Today, data is being collected in ever-increasing amounts, at ever-increasing velocities, and in an ever-expanding variety of formats. This explosion of data is colloquially known as the Big Data phenomenon.

In order to gain actionable insights into big-data sources, new tools need to be leveraged that allow the data to be cleaned, analyzed, and visualized quickly and efficiently. Azure HDInsight provides a solution to this problem by making it exceedingly simple to create high-performance computing clusters provisioned with Apache Spark and members of the Spark ecosystem. Rather than spend time deploying hardware and installing, configuring, and maintaining software, you can focus on your research and apply your expertise to the data rather than the resources required to analyze that data.
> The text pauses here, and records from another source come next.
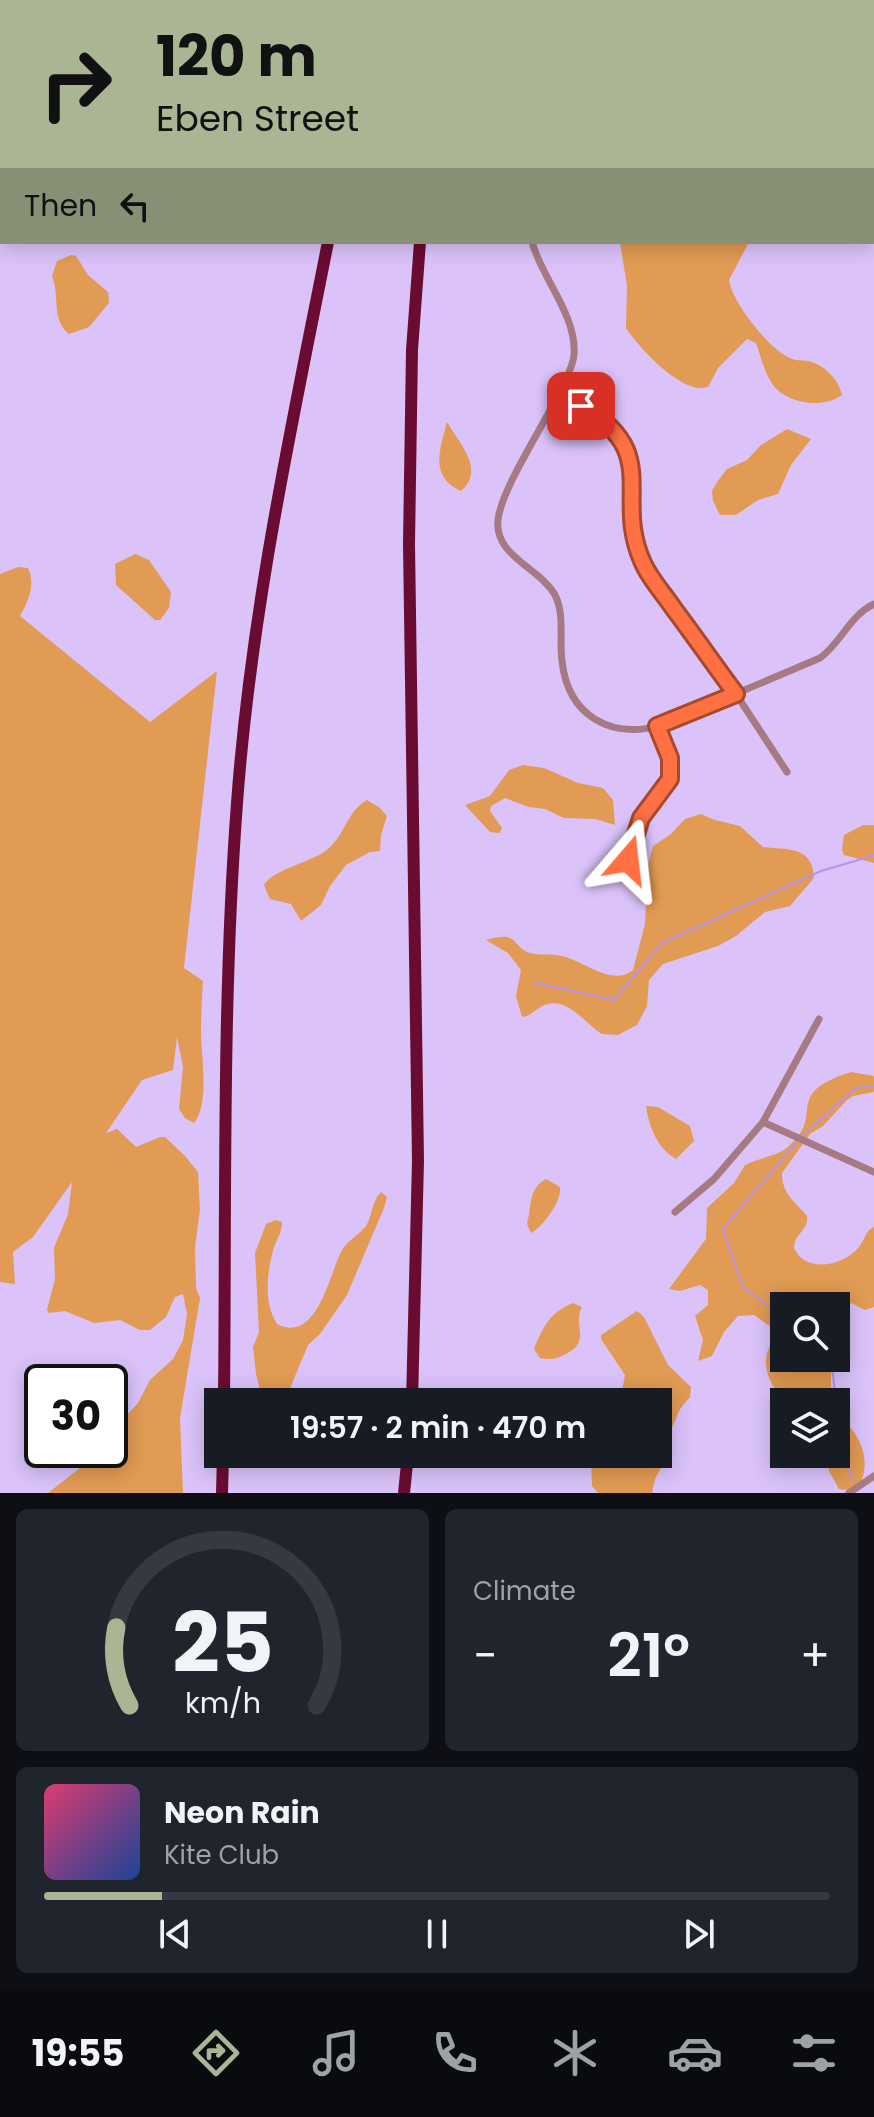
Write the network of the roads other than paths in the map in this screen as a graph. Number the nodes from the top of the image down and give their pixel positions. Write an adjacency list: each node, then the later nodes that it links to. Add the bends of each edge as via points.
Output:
1 (328, 244): 14 (highway, via 262,577 237,802 229,949)
2 (420, 244): 15 (highway, via 409,544 418,1161)
3 (533, 244): 4 (street, via 573,341 572,366)
4 (559, 394): 6 (street, via 602,418 622,440 644,566); 7 (street, via 507,494 498,532 505,547 543,580 557,600 564,674 580,706 624,730)
5 (874, 604): 6 (street, via 820,658)
6 (736, 694): 7 (street); 8 (street)
7 (657, 726): 9 (street, via 670,758 670,779 641,818)
8 (787, 772)
9 (628, 860)
10 (819, 1019): 11 (street)
11 (763, 1122): 12 (street); 13 (street, via 714,1179)
12 (874, 1172)
13 (675, 1212)
14 (224, 1388)
15 (412, 1388)
16 (223, 1468): 19 (highway)
17 (407, 1468): 20 (highway)
18 (874, 1476): 21 (street)
19 (222, 1493)
20 (404, 1493)
21 (849, 1493)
Apache Spark is an open-source parallel-processing platform that excels at running large-scale data analytics jobs. Spark’s combined use of in-memory and disk data storage delivers performance improvements that allow it to process some tasks up to 100 times faster than Hadoop. With Microsoft Azure, deploying Apache Spark clusters becomes significantly simpler and gets you working on your data analysis that much sooner.

In this lab, you will experience Apache Spark for Azure HDInsight first-hand. After provisioning a Spark cluster, you will use the Microsoft Azure Storage Explorer to upload several Jupyter notebooks to the cluster. You will then use these notebooks to explore, visualize, and build a machine-learning model from food-inspection data — more than 100,000 rows of it — collected by the city of Chicago. The goal is to learn how to create and utilize your own Spark clusters, experience the ease with which they are provisioned in Azure, and, if you're new to Spark, get a working introduction to Spark data analytics.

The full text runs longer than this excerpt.